** Problem to solve **
Show all the lines in the data below that include the word "Professor".

----- Source information

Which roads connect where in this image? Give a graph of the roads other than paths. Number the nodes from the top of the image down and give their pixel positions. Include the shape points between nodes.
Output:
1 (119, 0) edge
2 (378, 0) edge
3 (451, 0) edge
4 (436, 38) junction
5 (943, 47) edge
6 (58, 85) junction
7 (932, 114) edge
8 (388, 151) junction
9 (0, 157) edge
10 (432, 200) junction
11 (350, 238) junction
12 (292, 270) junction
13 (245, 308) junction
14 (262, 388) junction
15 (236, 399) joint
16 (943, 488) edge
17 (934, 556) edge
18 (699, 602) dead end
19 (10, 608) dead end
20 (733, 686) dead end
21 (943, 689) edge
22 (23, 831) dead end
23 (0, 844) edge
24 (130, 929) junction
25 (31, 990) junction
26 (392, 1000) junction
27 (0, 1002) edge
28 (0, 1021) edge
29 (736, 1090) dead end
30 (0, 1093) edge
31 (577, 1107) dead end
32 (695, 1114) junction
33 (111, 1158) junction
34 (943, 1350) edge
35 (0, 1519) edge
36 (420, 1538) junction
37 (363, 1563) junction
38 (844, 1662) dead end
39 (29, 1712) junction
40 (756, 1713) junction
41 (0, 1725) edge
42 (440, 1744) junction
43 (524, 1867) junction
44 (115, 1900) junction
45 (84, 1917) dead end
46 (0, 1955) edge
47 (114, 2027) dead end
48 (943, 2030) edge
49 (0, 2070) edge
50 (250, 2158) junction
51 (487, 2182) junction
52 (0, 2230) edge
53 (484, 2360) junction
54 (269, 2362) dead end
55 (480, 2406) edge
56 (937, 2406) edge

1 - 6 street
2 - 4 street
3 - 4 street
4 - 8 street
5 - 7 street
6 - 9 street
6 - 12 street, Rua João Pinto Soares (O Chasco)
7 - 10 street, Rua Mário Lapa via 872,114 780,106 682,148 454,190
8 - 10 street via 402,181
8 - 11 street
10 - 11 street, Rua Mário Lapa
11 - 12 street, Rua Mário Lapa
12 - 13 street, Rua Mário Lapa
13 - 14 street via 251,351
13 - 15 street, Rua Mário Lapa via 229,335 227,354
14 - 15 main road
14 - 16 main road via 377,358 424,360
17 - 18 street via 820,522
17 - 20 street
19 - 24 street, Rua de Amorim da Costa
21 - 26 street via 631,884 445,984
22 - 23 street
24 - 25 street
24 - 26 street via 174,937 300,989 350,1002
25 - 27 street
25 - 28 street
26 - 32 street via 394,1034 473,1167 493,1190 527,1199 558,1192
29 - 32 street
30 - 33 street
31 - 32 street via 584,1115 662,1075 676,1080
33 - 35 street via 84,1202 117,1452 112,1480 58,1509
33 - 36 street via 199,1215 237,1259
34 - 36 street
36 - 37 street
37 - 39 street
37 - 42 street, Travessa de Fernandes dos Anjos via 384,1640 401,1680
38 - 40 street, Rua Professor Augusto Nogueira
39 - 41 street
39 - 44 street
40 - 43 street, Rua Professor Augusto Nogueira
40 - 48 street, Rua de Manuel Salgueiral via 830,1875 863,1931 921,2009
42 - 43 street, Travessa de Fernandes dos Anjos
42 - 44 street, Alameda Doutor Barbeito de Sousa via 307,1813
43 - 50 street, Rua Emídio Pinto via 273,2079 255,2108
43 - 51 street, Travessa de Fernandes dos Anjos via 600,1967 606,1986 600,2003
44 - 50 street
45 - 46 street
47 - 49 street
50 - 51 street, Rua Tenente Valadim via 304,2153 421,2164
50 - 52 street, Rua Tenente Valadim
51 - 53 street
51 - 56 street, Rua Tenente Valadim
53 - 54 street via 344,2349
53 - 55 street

----------

** Exercise solution **
38 - 40 street, Rua Professor Augusto Nogueira
40 - 43 street, Rua Professor Augusto Nogueira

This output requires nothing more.